| Goal of the exercise |
Copy each line below holding "points".

| Raw data |
╔══

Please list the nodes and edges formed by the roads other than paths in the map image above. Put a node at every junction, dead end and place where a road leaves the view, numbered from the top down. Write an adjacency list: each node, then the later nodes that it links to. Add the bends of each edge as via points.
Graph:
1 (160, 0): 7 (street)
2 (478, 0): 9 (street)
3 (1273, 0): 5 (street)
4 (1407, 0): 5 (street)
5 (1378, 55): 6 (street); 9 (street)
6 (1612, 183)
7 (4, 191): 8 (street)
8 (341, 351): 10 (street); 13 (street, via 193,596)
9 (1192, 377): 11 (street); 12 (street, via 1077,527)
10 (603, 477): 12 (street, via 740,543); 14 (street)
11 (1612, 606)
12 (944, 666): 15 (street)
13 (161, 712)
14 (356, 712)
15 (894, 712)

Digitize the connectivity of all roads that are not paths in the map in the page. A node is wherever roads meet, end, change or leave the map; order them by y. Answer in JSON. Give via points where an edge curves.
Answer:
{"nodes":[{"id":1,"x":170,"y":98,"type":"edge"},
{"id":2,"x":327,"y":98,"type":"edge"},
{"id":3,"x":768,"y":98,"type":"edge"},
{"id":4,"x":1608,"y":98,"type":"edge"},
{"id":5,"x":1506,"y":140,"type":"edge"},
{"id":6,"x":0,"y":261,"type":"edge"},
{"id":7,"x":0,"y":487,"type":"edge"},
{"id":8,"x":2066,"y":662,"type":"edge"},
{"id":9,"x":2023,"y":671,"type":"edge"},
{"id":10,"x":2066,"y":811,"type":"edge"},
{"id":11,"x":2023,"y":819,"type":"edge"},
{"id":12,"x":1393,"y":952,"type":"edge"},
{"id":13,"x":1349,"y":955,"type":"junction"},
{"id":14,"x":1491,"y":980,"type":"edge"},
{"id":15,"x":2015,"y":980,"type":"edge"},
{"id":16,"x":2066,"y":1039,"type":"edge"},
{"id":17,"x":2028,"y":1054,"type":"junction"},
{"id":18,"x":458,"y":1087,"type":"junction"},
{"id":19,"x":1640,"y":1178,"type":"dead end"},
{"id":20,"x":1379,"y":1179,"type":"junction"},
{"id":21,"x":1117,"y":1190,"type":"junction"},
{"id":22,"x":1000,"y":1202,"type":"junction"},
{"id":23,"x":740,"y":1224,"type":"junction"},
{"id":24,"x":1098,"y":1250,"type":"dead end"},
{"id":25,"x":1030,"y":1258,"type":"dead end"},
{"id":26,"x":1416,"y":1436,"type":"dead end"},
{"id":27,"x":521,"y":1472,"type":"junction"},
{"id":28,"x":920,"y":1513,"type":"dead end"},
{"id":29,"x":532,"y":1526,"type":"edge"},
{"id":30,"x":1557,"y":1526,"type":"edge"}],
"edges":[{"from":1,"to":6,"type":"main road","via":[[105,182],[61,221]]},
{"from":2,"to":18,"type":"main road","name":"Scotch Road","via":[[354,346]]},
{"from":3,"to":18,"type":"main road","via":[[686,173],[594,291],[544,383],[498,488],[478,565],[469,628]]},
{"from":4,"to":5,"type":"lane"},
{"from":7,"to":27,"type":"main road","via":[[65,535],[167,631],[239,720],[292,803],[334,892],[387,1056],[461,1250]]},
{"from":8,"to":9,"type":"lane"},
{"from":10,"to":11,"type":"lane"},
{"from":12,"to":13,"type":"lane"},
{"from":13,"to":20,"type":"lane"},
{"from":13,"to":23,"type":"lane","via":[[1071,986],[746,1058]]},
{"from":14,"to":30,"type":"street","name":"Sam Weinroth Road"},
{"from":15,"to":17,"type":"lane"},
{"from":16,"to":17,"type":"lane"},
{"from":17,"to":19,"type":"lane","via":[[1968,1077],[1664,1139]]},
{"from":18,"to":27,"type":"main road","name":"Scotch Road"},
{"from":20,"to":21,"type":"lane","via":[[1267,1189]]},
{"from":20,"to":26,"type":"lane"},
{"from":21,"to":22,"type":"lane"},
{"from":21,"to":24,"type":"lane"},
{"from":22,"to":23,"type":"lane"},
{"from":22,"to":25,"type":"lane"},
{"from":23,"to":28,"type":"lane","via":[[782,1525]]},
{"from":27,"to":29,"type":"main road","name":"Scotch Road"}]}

╚══
╔══

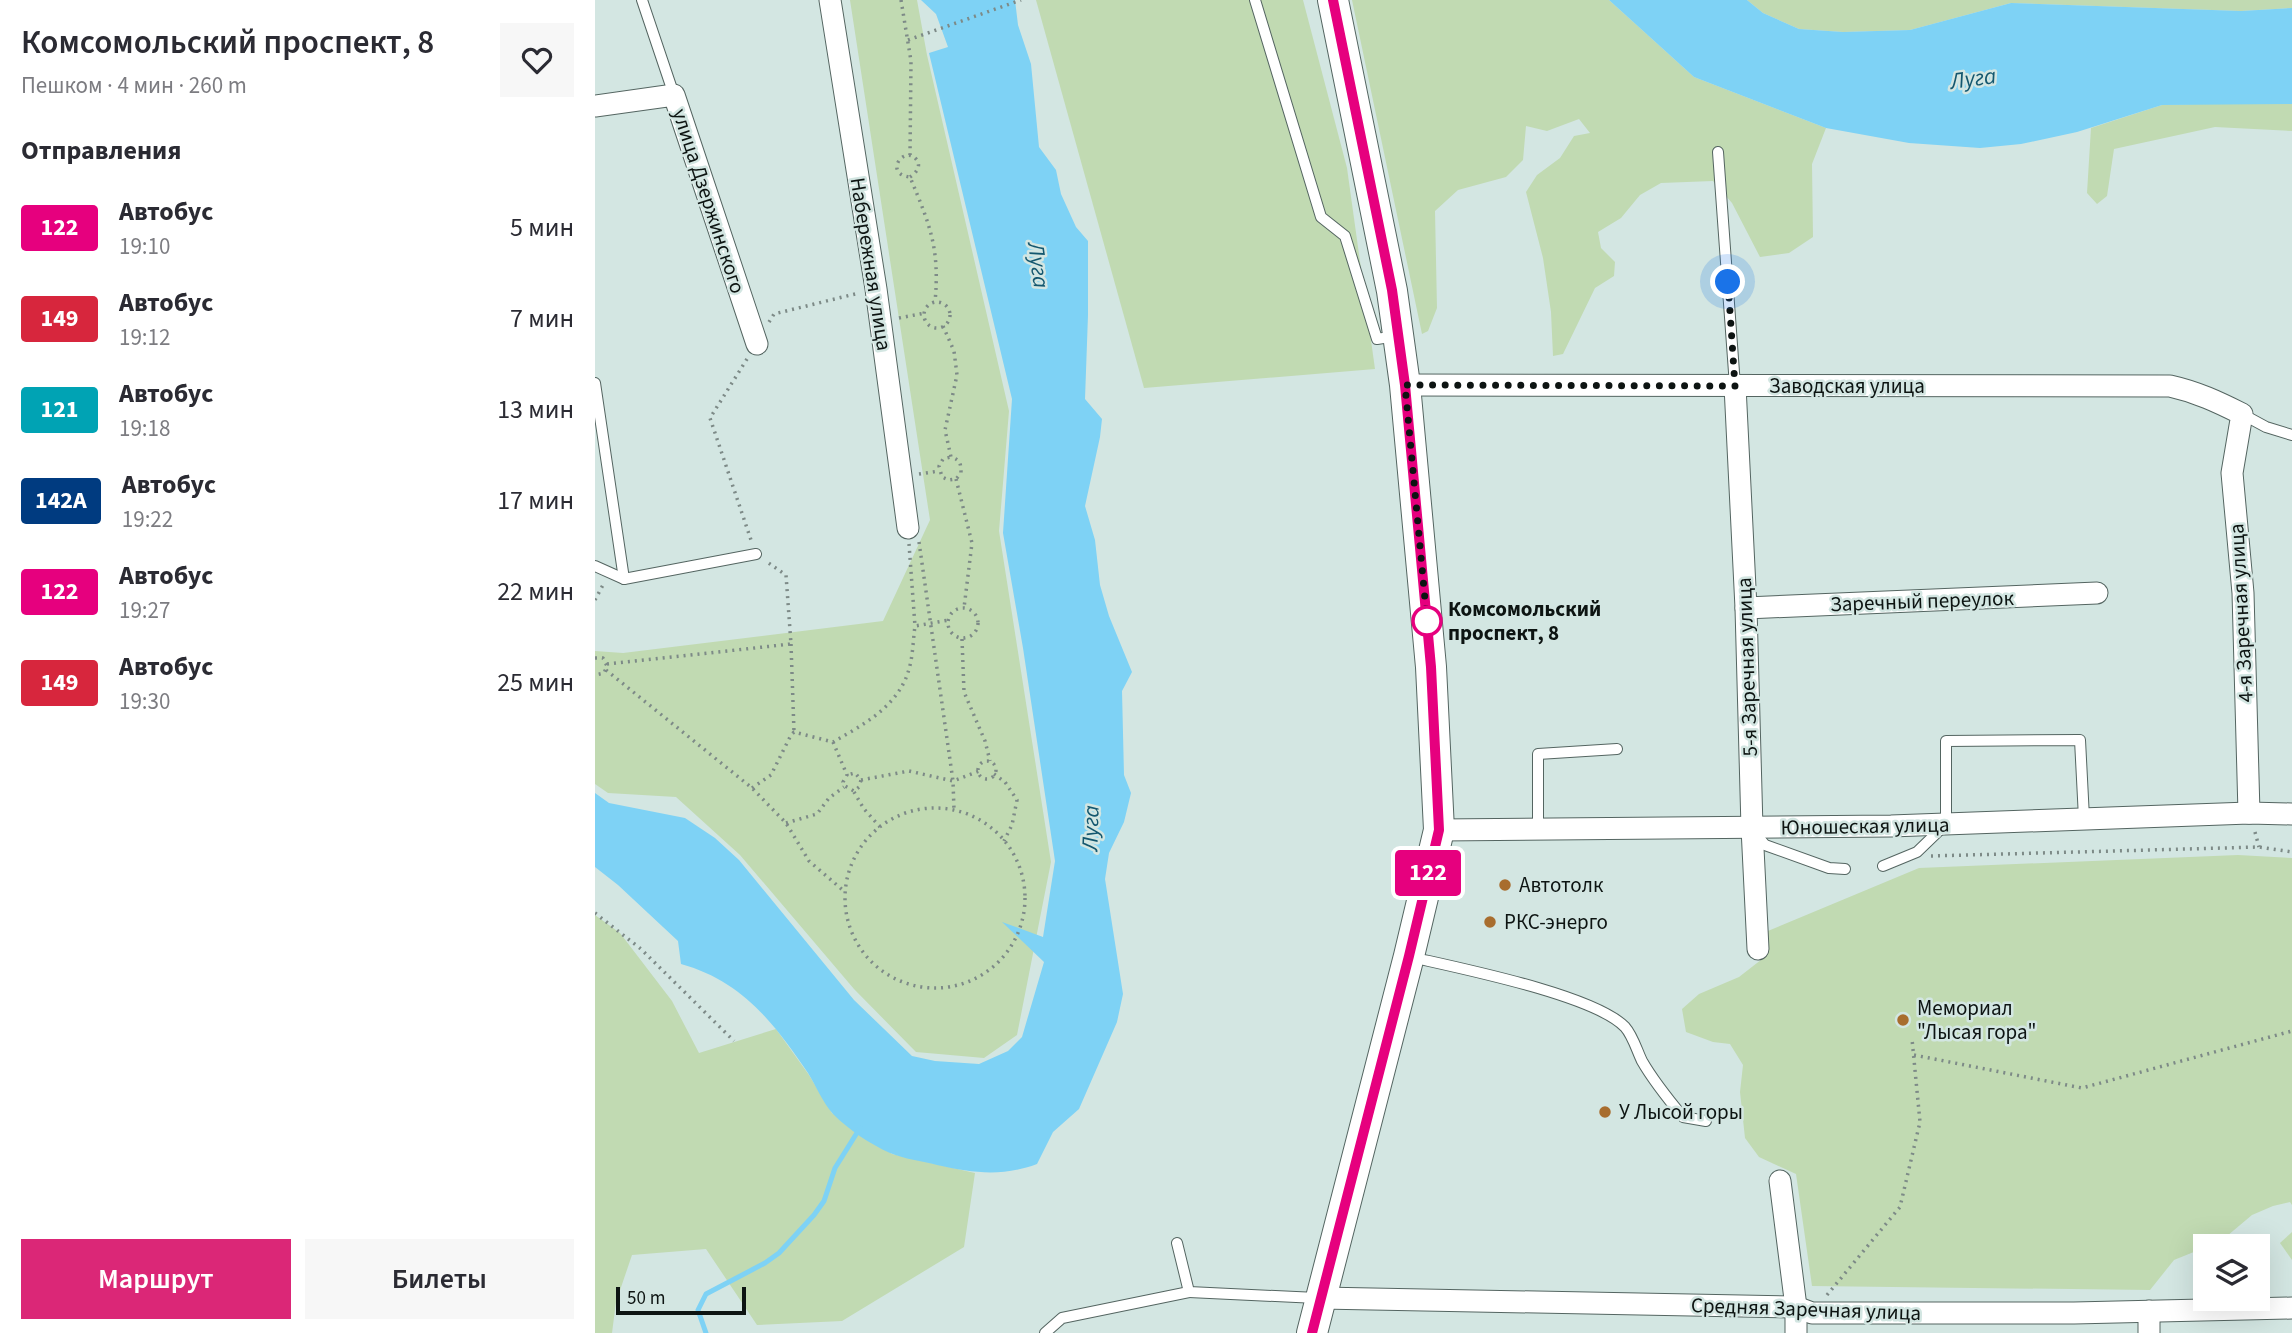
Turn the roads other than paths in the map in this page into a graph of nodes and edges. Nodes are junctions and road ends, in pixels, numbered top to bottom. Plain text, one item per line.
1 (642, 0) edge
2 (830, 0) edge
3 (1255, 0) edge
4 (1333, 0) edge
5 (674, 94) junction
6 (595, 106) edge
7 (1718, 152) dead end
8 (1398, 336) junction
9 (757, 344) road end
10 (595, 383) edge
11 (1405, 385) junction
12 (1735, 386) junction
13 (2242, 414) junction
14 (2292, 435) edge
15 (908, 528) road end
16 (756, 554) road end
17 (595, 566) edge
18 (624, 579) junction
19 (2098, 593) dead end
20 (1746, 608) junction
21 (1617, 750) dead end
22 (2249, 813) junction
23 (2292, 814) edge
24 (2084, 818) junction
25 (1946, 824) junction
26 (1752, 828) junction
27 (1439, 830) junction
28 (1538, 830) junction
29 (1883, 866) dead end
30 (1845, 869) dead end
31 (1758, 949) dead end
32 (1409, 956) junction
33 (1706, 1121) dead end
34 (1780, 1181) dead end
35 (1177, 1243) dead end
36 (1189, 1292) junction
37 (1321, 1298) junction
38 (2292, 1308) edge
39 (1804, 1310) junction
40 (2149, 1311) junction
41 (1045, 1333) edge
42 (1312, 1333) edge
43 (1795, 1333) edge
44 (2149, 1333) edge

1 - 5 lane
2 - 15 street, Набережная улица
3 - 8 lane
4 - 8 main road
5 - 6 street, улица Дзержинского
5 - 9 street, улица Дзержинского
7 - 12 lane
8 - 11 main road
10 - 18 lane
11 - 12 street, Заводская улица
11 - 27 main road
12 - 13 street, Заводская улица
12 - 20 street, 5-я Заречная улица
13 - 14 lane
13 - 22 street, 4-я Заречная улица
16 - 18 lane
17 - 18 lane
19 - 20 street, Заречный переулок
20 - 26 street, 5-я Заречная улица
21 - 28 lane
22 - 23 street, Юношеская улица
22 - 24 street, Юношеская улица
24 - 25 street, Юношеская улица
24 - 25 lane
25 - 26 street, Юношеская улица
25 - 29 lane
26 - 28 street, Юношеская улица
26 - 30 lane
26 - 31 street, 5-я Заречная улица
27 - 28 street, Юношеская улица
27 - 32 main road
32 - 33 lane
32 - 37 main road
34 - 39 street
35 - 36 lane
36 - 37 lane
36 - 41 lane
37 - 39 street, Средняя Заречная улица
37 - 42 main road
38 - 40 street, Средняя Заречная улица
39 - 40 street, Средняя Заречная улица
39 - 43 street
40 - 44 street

╚══
╔══

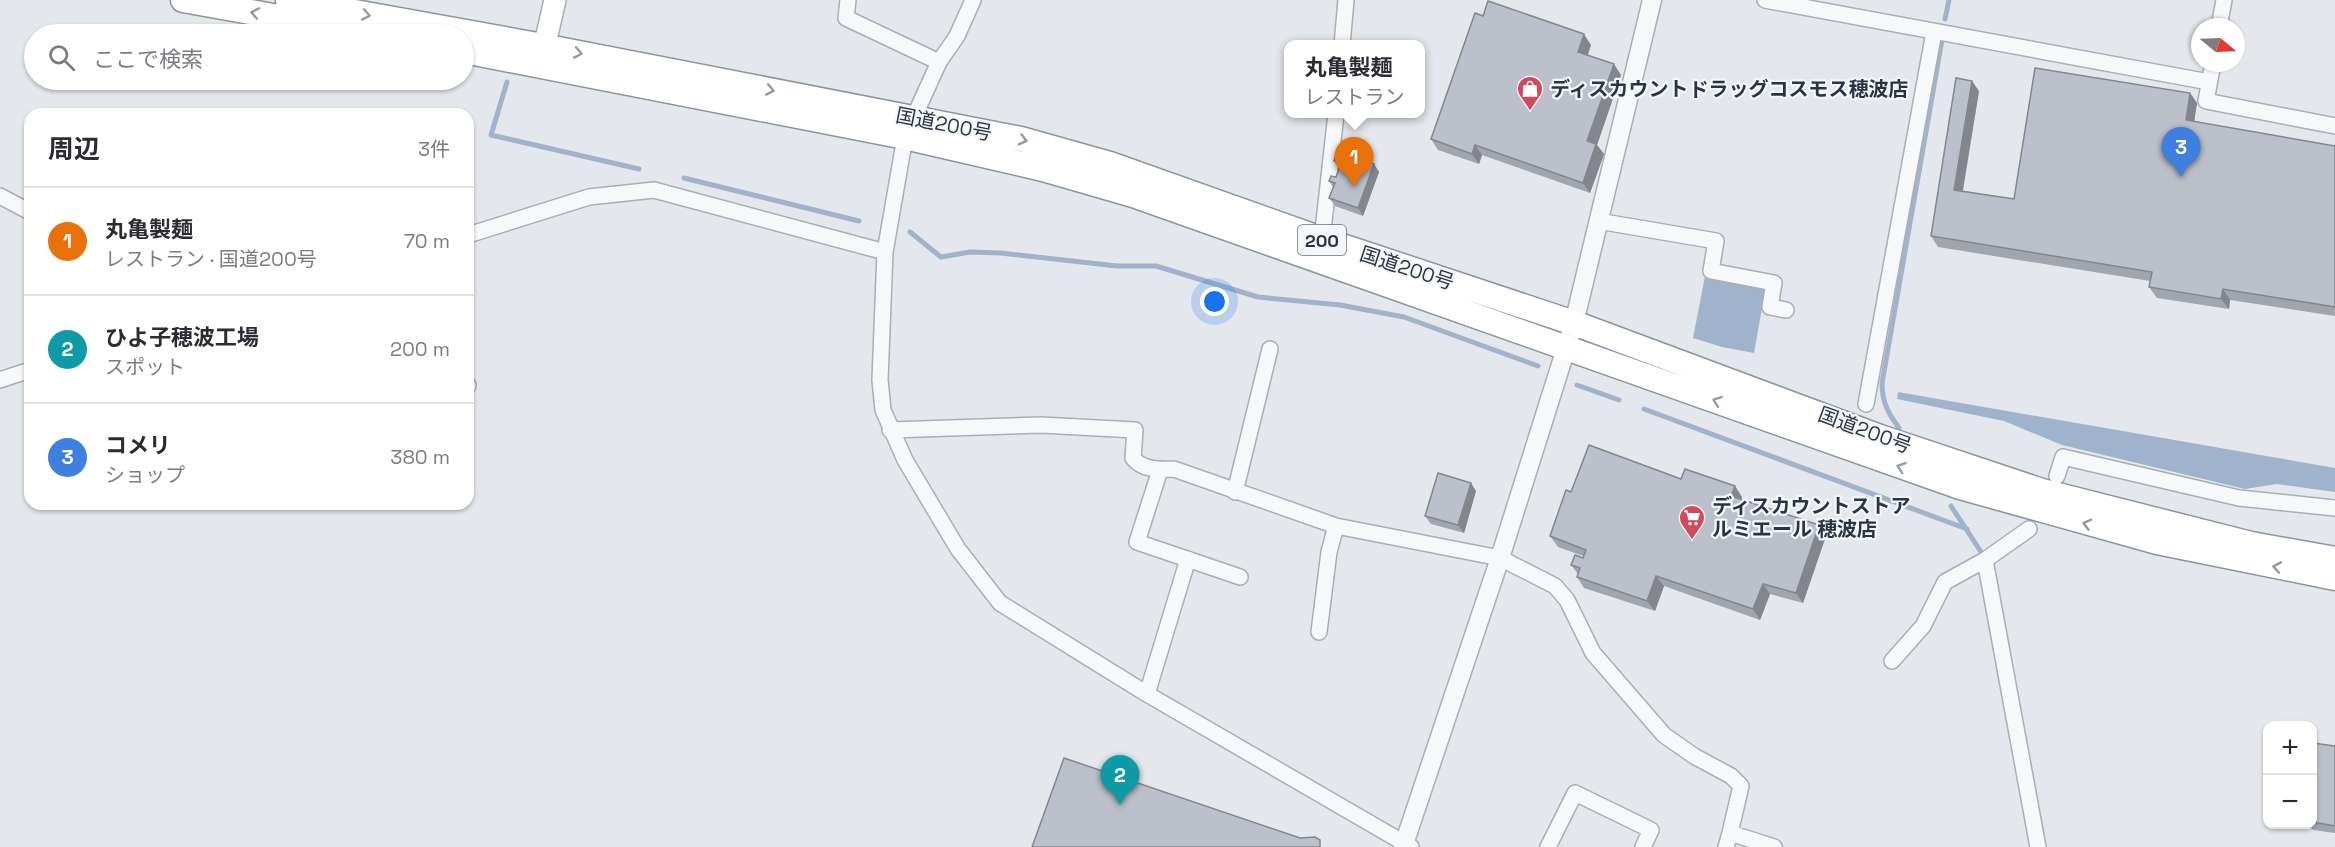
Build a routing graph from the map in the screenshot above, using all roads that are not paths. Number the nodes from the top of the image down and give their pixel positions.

╚══

| Expected answer |
Please list the nodes and edges formed by the roads other than paths in the map image above. Put a node at every junction, dead end and place where a road leaves the view, numbered from the top down. Write an adjacency list: each node, then the later nodes that it links to. Add the bends of each edge as via points.
Digitize the connectivity of all roads that are not paths in the map in the page. A node is wherever roads meet, end, change or leave the map; order them by y. Answer in JSON. Give via points where an edge curves.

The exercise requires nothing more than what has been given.